→ Exercise instructions
Each entry below is to be transcribed exactly; pictures are not copied.

→ Material supplied
####

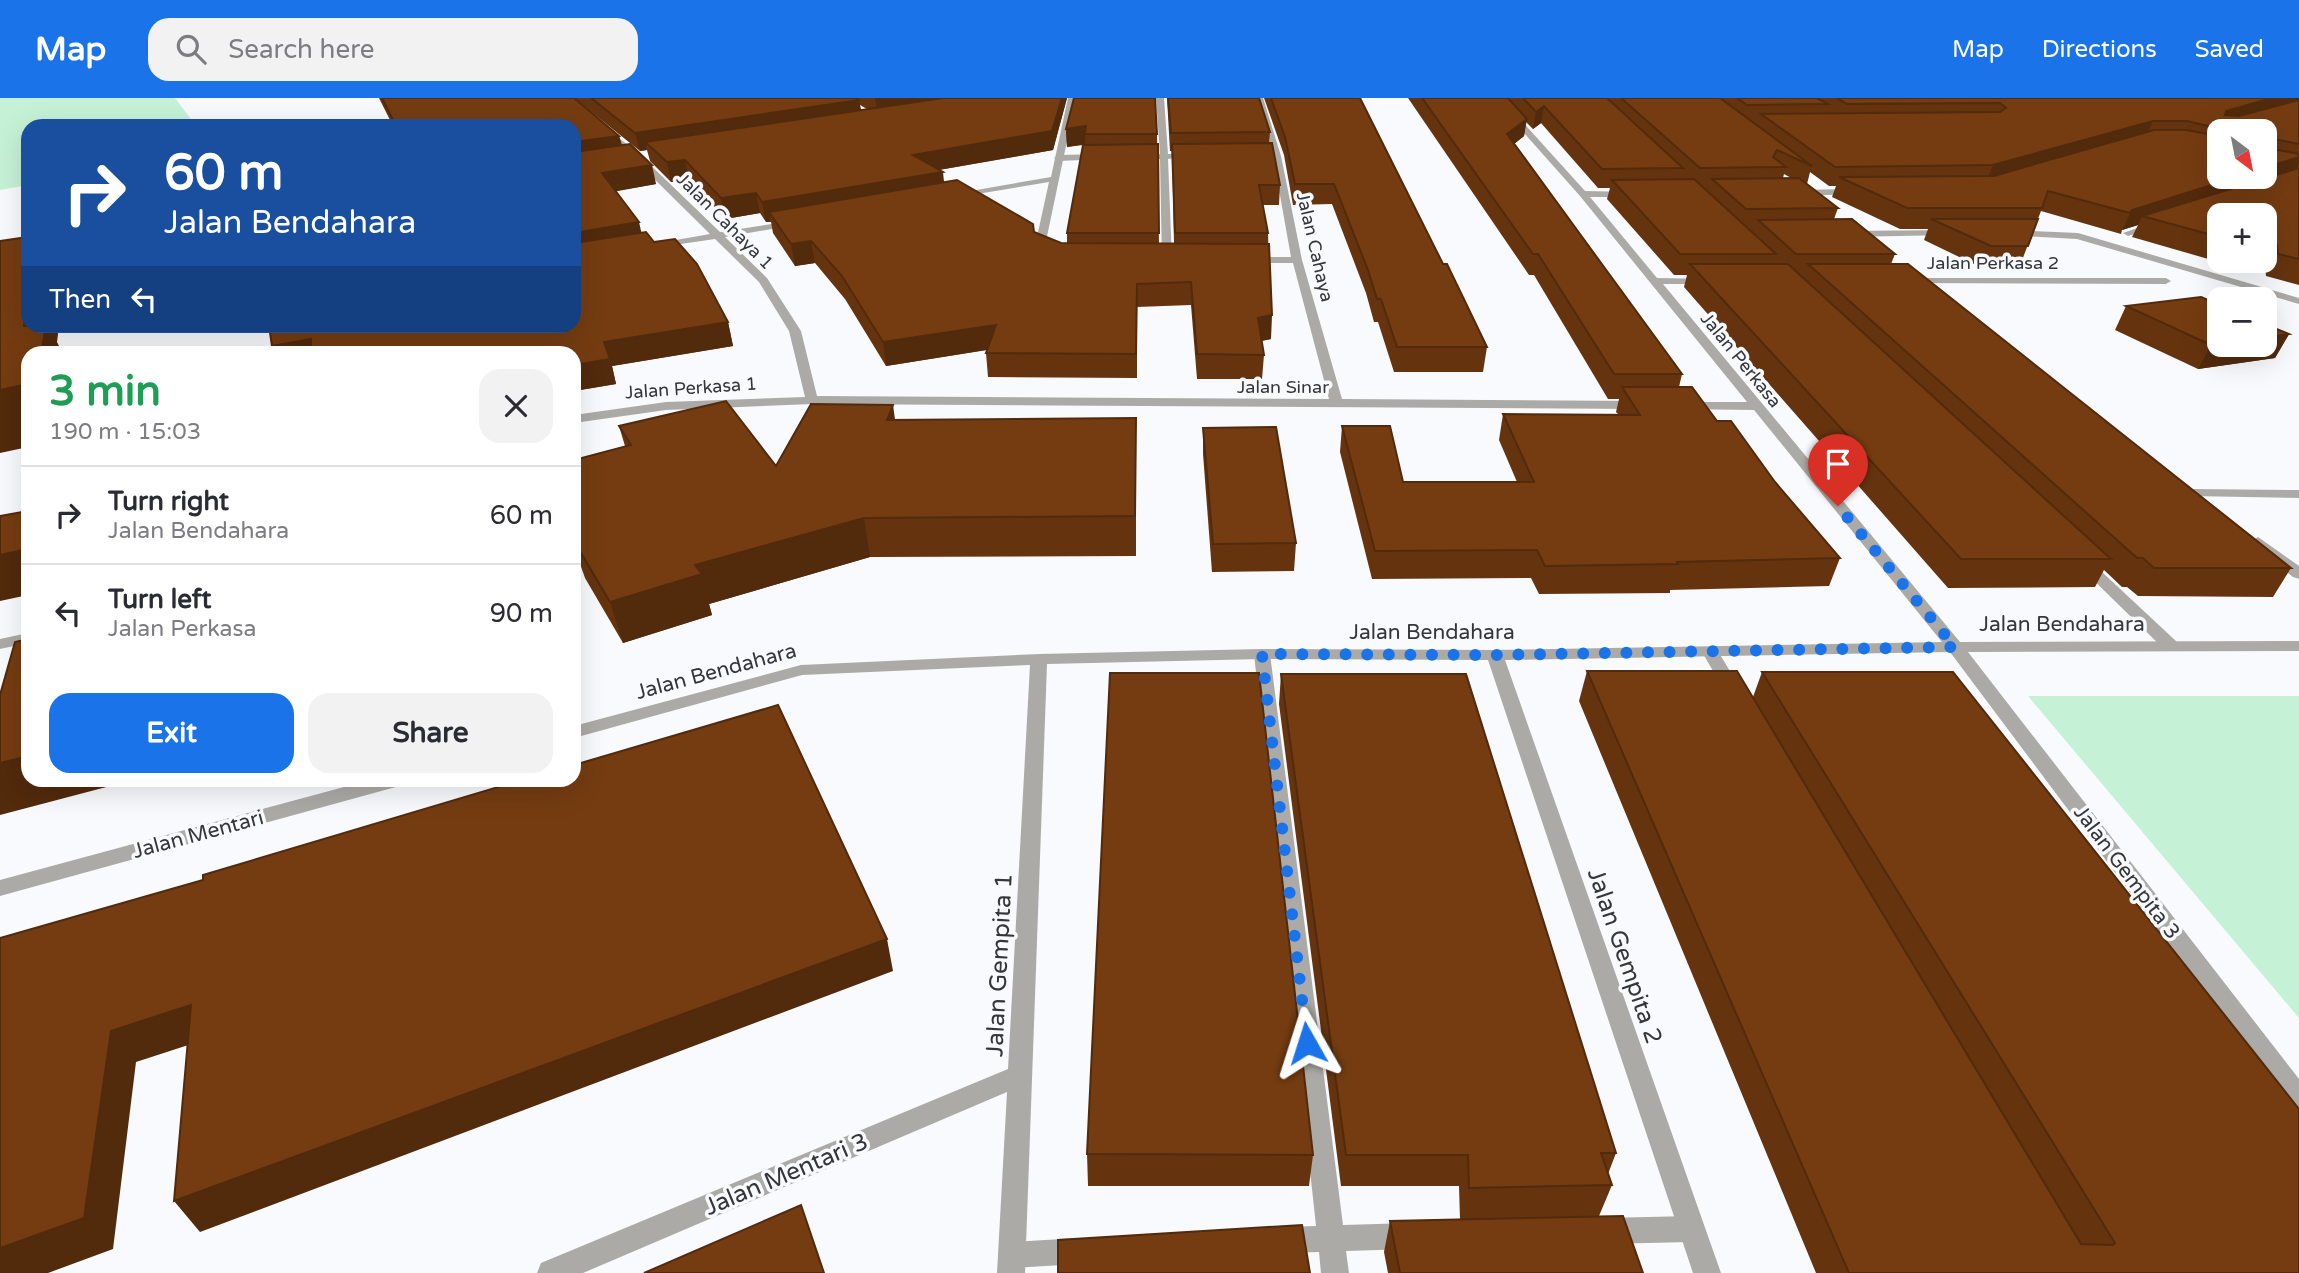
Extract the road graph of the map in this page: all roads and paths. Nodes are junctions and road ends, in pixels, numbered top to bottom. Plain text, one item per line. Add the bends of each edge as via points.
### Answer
1 (566, 98) edge
2 (1072, 98) edge
3 (1160, 98) edge
4 (1259, 98) edge
5 (1497, 98) edge
6 (651, 155) edge
7 (1164, 156) junction
8 (1202, 156) edge
9 (1265, 156) edge
10 (1277, 156) junction
11 (1111, 157) edge
12 (1124, 157) edge
13 (638, 158) junction
14 (1058, 158) junction
15 (625, 159) edge
16 (1053, 179) junction
17 (1816, 185) dead end
18 (1826, 192) junction
19 (1867, 192) edge
20 (1786, 193) edge
21 (1583, 194) junction
22 (1638, 194) edge
23 (942, 197) edge
24 (810, 219) edge
25 (2167, 220) edge
26 (1957, 233) edge
27 (1998, 233) edge
28 (2128, 233) edge
29 (1833, 234) edge
30 (718, 235) junction
31 (639, 249) edge
32 (1058, 259) edge
33 (1154, 260) edge
34 (1167, 260) junction
35 (1180, 260) edge
36 (1232, 260) edge
37 (1297, 260) junction
38 (1653, 281) junction
39 (1719, 281) edge
40 (1894, 281) edge
41 (1921, 281) junction
42 (2166, 281) dead end
43 (1943, 298) edge
44 (2299, 301) edge
45 (811, 400) junction
46 (1337, 405) junction
47 (1658, 405) edge
48 (1672, 405) edge
49 (1755, 406) junction
50 (581, 418) edge
51 (2299, 494) edge
52 (2215, 509) edge
53 (2247, 533) edge
54 (2069, 550) edge
55 (2299, 574) edge
56 (21, 640) edge
57 (0, 644) edge
58 (2171, 646) junction
59 (2299, 646) edge
60 (1955, 647) junction
61 (1710, 652) junction
62 (1262, 654) junction
63 (1495, 655) junction
64 (1039, 659) junction
65 (1745, 712) edge
66 (581, 730) edge
67 (370, 787) edge
68 (0, 888) edge
69 (1020, 1075) junction
70 (2299, 1098) edge
71 (1691, 1229) junction
72 (1580, 1232) edge
73 (1441, 1235) edge
74 (1329, 1237) junction
75 (1260, 1241) edge
76 (1108, 1250) edge
77 (1012, 1264) edge
78 (551, 1273) edge
79 (1335, 1273) edge
80 (1707, 1273) edge

1 - 13 street, Jalan Cahaya 1
2 - 14 street
3 - 7 street
4 - 10 street, Jalan Cahaya
5 - 21 street, Jalan Perkasa
6 - 13 street
7 - 8 street
7 - 12 street
7 - 34 street
9 - 10 street
10 - 37 street, Jalan Cahaya
11 - 14 street
13 - 15 street
13 - 30 street, Jalan Cahaya 1
14 - 16 street
16 - 23 street
16 - 32 street via 1040,246
17 - 18 street
18 - 19 street
18 - 20 street
21 - 22 street
21 - 38 street, Jalan Perkasa
24 - 30 street
25 - 28 street
26 - 29 street
27 - 44 street via 2078,236
30 - 31 street
30 - 45 street, Jalan Cahaya 1 via 763,280 795,331
33 - 34 street
34 - 35 street
36 - 37 street
37 - 46 street, Jalan Cahaya
38 - 39 street
38 - 49 street, Jalan Perkasa
40 - 41 street, Jalan Perkasa 2
41 - 42 street, Jalan Perkasa 2
41 - 43 street
45 - 46 street, Jalan Sinar
45 - 50 street, Jalan Perkasa 1 via 666,406
46 - 47 street, Jalan Sinar
48 - 49 street
49 - 60 street, Jalan Perkasa
51 - 52 street via 2189,488
53 - 55 street
54 - 58 street
56 - 57 street
58 - 59 street, Jalan Bendahara
58 - 60 street, Jalan Bendahara
60 - 61 street, Jalan Bendahara
60 - 70 street, Jalan Gempita 3
61 - 63 street, Jalan Bendahara
61 - 65 street
62 - 63 street, Jalan Bendahara
62 - 64 street, Jalan Bendahara
62 - 74 street
63 - 71 street, Jalan Gempita 2
64 - 66 street, Jalan Bendahara via 801,670
64 - 69 street, Jalan Gempita 1
67 - 68 street, Jalan Mentari
69 - 77 street, Jalan Gempita 1
69 - 78 street, Jalan Mentari 3
71 - 72 street
71 - 80 street, Jalan Gempita 2
73 - 74 street
74 - 75 street
74 - 79 street
76 - 77 street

####

→ Exercise response
Extract the road graph of the map in this page: all roads and paths. Nodes are junctions and road ends, in pixels, numbered top to bottom. Plain text, one item per line. Add the bends of each edge as via points.
### Answer
1 (566, 98) edge
2 (1072, 98) edge
3 (1160, 98) edge
4 (1259, 98) edge
5 (1497, 98) edge
6 (651, 155) edge
7 (1164, 156) junction
8 (1202, 156) edge
9 (1265, 156) edge
10 (1277, 156) junction
11 (1111, 157) edge
12 (1124, 157) edge
13 (638, 158) junction
14 (1058, 158) junction
15 (625, 159) edge
16 (1053, 179) junction
17 (1816, 185) dead end
18 (1826, 192) junction
19 (1867, 192) edge
20 (1786, 193) edge
21 (1583, 194) junction
22 (1638, 194) edge
23 (942, 197) edge
24 (810, 219) edge
25 (2167, 220) edge
26 (1957, 233) edge
27 (1998, 233) edge
28 (2128, 233) edge
29 (1833, 234) edge
30 (718, 235) junction
31 (639, 249) edge
32 (1058, 259) edge
33 (1154, 260) edge
34 (1167, 260) junction
35 (1180, 260) edge
36 (1232, 260) edge
37 (1297, 260) junction
38 (1653, 281) junction
39 (1719, 281) edge
40 (1894, 281) edge
41 (1921, 281) junction
42 (2166, 281) dead end
43 (1943, 298) edge
44 (2299, 301) edge
45 (811, 400) junction
46 (1337, 405) junction
47 (1658, 405) edge
48 (1672, 405) edge
49 (1755, 406) junction
50 (581, 418) edge
51 (2299, 494) edge
52 (2215, 509) edge
53 (2247, 533) edge
54 (2069, 550) edge
55 (2299, 574) edge
56 (21, 640) edge
57 (0, 644) edge
58 (2171, 646) junction
59 (2299, 646) edge
60 (1955, 647) junction
61 (1710, 652) junction
62 (1262, 654) junction
63 (1495, 655) junction
64 (1039, 659) junction
65 (1745, 712) edge
66 (581, 730) edge
67 (370, 787) edge
68 (0, 888) edge
69 (1020, 1075) junction
70 (2299, 1098) edge
71 (1691, 1229) junction
72 (1580, 1232) edge
73 (1441, 1235) edge
74 (1329, 1237) junction
75 (1260, 1241) edge
76 (1108, 1250) edge
77 (1012, 1264) edge
78 (551, 1273) edge
79 (1335, 1273) edge
80 (1707, 1273) edge

1 - 13 street, Jalan Cahaya 1
2 - 14 street
3 - 7 street
4 - 10 street, Jalan Cahaya
5 - 21 street, Jalan Perkasa
6 - 13 street
7 - 8 street
7 - 12 street
7 - 34 street
9 - 10 street
10 - 37 street, Jalan Cahaya
11 - 14 street
13 - 15 street
13 - 30 street, Jalan Cahaya 1
14 - 16 street
16 - 23 street
16 - 32 street via 1040,246
17 - 18 street
18 - 19 street
18 - 20 street
21 - 22 street
21 - 38 street, Jalan Perkasa
24 - 30 street
25 - 28 street
26 - 29 street
27 - 44 street via 2078,236
30 - 31 street
30 - 45 street, Jalan Cahaya 1 via 763,280 795,331
33 - 34 street
34 - 35 street
36 - 37 street
37 - 46 street, Jalan Cahaya
38 - 39 street
38 - 49 street, Jalan Perkasa
40 - 41 street, Jalan Perkasa 2
41 - 42 street, Jalan Perkasa 2
41 - 43 street
45 - 46 street, Jalan Sinar
45 - 50 street, Jalan Perkasa 1 via 666,406
46 - 47 street, Jalan Sinar
48 - 49 street
49 - 60 street, Jalan Perkasa
51 - 52 street via 2189,488
53 - 55 street
54 - 58 street
56 - 57 street
58 - 59 street, Jalan Bendahara
58 - 60 street, Jalan Bendahara
60 - 61 street, Jalan Bendahara
60 - 70 street, Jalan Gempita 3
61 - 63 street, Jalan Bendahara
61 - 65 street
62 - 63 street, Jalan Bendahara
62 - 64 street, Jalan Bendahara
62 - 74 street
63 - 71 street, Jalan Gempita 2
64 - 66 street, Jalan Bendahara via 801,670
64 - 69 street, Jalan Gempita 1
67 - 68 street, Jalan Mentari
69 - 77 street, Jalan Gempita 1
69 - 78 street, Jalan Mentari 3
71 - 72 street
71 - 80 street, Jalan Gempita 2
73 - 74 street
74 - 75 street
74 - 79 street
76 - 77 street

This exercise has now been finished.